Before diving into how DeepSDF works, there are a few background concepts that we will need to understand. First, we’ll talk a bit about how 3D shapes are usually represented, as well as how a signed distance function (SDF) can be used to represent a 3D shape. Then, we’ll talk about feed-forward neural networks, an incredibly simple deep learning architecture that is used heavily by research in 3D modeling of shapes.
When considering how to store a 3D shape in a computer, we have three options: a point cloud, mesh, or voxels. Each of these representations have different benefits and limitations, but they are all valid methods of directly representing a 3D shape. Let’s get a basic idea of how they work.
Point cloud. Point clouds are pretty easy to understand. As we might infer from the name, they just store a group of points with [x, y, z] coordinates in space, and these points are used to represent an underlying geometry. Point clouds are useful because they closely match the type of data we would get from sensors like LiDAR or depth-sensing cameras. But, point clouds do not provide a watertight surface (i.e., a shape with one, closed surface).
Mesh. One 3D representation that can provide a watertight surface is a mesh. Meshes are 3D shape representations based upon collections of vertices, edges, and faces that describe an underlying shape. Put simply, a mesh is just a list of polygons (e.g., triangles) that, when stitched together, form a 3D geometry.
Voxel-based representation. Voxels are just pixels with volume. Instead of a pixel in a 2D image, we have a voxel (i.e., a cube) in 3D space. To represent a 3D shape with voxels, we can:
- Divide a section of 3D space into discrete voxels
- Identify whether each voxel is filled or not
Using this simple technique, we can construct a voxel-based 3D object. To get a more accurate representation, we can just increase the number of voxels that we use, forming a finer discretization of 3D space. See below for an illustration of the difference between point clouds, meshes, and voxels.
Directly storing a 3D shape using a point cloud, mesh, or voxels requires a lot of memory. Instead, we will usually want to store an indirect representation of the shape that’s more efficient. One approach for this would be to use a signed distance function (SDF).
Given a spatial [x, y, z] point as input, SDFs will output the distance from that point to the nearest surface of the underlying object being represented. The sign of the SDF’s output indicates whether that spatial point is inside (negative) or outside (positive) of the object’s surface. See the equation below.
We can identify the surface of a 3D object by finding the locations at which the SDF is equal to zero, indicating that a given point is at the boundary of the object. After finding this surface using the SDF, we can generate a mesh by using algorithms like Marching Cubes.
Why is this useful? At a high level, SDFs allow us to store a function instead of a direct representation of the 3D shape. This function is likely more efficient to store, and we can use is to recover a mesh representation anyways!
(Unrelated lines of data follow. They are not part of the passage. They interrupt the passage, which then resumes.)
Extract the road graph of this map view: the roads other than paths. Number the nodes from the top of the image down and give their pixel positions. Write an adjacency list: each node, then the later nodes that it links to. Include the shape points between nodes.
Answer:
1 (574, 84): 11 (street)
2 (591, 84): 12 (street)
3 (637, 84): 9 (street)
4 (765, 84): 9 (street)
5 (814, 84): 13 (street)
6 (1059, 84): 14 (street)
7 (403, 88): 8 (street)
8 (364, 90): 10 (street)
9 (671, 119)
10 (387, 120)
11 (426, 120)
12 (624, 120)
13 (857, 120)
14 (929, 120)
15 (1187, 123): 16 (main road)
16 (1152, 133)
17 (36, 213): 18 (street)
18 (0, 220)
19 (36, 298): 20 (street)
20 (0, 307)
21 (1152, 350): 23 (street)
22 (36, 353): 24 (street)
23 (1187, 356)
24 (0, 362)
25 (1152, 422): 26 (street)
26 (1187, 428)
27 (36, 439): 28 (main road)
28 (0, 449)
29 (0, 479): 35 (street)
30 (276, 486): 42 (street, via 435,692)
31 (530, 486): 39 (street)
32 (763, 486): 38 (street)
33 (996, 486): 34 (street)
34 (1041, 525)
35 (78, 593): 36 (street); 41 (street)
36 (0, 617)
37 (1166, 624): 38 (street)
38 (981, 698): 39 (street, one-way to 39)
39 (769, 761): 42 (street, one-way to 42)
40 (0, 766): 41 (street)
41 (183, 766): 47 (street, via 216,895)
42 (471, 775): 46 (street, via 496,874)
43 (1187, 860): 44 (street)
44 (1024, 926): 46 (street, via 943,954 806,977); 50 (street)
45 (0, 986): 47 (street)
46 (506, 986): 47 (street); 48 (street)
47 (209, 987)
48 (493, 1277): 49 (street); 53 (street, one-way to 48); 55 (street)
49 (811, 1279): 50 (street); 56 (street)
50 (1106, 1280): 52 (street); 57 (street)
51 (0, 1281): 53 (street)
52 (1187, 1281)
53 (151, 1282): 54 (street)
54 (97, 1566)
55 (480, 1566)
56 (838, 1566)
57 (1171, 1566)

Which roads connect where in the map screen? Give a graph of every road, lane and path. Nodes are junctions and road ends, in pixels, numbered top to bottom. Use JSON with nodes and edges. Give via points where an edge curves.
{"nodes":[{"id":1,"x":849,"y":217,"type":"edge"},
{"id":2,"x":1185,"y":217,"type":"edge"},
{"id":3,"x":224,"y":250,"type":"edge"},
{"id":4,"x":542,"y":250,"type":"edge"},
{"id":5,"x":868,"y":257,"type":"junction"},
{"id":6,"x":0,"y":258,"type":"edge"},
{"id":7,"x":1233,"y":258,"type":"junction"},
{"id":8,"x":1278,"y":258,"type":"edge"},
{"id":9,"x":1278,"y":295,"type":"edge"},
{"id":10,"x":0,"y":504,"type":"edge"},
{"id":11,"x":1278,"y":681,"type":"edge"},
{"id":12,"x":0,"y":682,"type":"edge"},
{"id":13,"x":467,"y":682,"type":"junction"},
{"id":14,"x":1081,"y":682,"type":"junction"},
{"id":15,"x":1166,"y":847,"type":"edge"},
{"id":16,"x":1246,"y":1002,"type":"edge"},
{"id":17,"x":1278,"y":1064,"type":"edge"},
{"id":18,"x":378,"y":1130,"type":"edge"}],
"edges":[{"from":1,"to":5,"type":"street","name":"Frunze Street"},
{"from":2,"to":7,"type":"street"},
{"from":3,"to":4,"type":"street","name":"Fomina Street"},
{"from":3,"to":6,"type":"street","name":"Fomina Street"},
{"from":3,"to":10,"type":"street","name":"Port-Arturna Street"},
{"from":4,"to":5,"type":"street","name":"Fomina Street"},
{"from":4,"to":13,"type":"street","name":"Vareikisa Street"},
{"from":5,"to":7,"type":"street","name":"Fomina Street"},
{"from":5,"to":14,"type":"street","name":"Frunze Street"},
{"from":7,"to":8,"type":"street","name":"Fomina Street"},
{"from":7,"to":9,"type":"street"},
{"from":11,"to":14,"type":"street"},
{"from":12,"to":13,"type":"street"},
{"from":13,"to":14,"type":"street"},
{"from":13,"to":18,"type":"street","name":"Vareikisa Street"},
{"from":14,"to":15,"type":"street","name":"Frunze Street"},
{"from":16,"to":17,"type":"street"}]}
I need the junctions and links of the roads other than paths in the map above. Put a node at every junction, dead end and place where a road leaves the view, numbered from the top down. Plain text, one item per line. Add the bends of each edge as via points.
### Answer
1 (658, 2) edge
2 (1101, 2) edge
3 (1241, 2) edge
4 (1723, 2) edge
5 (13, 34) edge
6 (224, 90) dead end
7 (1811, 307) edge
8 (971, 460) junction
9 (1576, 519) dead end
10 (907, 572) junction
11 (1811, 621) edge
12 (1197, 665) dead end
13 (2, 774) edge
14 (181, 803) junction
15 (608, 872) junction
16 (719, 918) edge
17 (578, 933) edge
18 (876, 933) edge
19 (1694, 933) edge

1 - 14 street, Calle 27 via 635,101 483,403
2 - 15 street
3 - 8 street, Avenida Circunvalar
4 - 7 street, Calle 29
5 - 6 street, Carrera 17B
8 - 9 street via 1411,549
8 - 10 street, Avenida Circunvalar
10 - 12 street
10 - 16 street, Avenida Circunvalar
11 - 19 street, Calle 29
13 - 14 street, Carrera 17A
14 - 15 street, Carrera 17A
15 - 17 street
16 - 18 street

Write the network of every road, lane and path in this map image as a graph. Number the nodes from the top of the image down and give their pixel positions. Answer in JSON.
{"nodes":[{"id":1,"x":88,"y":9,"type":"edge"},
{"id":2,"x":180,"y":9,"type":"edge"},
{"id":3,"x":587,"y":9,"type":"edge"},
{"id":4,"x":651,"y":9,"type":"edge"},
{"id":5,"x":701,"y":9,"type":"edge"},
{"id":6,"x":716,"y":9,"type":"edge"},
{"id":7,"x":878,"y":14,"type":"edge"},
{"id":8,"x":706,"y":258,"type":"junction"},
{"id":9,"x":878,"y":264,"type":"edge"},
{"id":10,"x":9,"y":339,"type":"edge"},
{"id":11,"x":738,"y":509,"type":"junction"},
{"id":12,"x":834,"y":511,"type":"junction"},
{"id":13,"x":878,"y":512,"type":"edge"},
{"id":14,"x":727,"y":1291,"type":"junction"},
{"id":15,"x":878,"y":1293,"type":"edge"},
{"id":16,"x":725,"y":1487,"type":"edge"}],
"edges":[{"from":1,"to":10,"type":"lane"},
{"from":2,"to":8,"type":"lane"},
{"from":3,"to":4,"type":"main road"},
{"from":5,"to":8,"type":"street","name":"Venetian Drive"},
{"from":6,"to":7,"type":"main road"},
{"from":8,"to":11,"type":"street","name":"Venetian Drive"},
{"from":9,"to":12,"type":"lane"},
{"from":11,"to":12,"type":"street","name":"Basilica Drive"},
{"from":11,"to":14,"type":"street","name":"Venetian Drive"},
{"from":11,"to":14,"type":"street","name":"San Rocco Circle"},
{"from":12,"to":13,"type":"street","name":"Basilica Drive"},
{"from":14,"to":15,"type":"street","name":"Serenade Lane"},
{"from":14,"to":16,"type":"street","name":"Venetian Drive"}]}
Many highly-accurate methods for modeling 3D shapes are based upon feed-forward network architectures. Such an architecture takes a vector as input and applies the same two transformations within each of the network’s layers:
- Linear transformation
- Non-linear activation function
Though the dimension of our input is fixed, two aspects of the network architecture are free for us to choose: the hidden dimension and the number of layers. Variables like this that we, as practitioners, are expected to set are called hyperparameters. The correct setting of these hyperparameters depends upon the problem and/or application we are trying to solve.
The code. There is not much complexity to feed-forward networks. We can implement them easily in PyTorch as shown below.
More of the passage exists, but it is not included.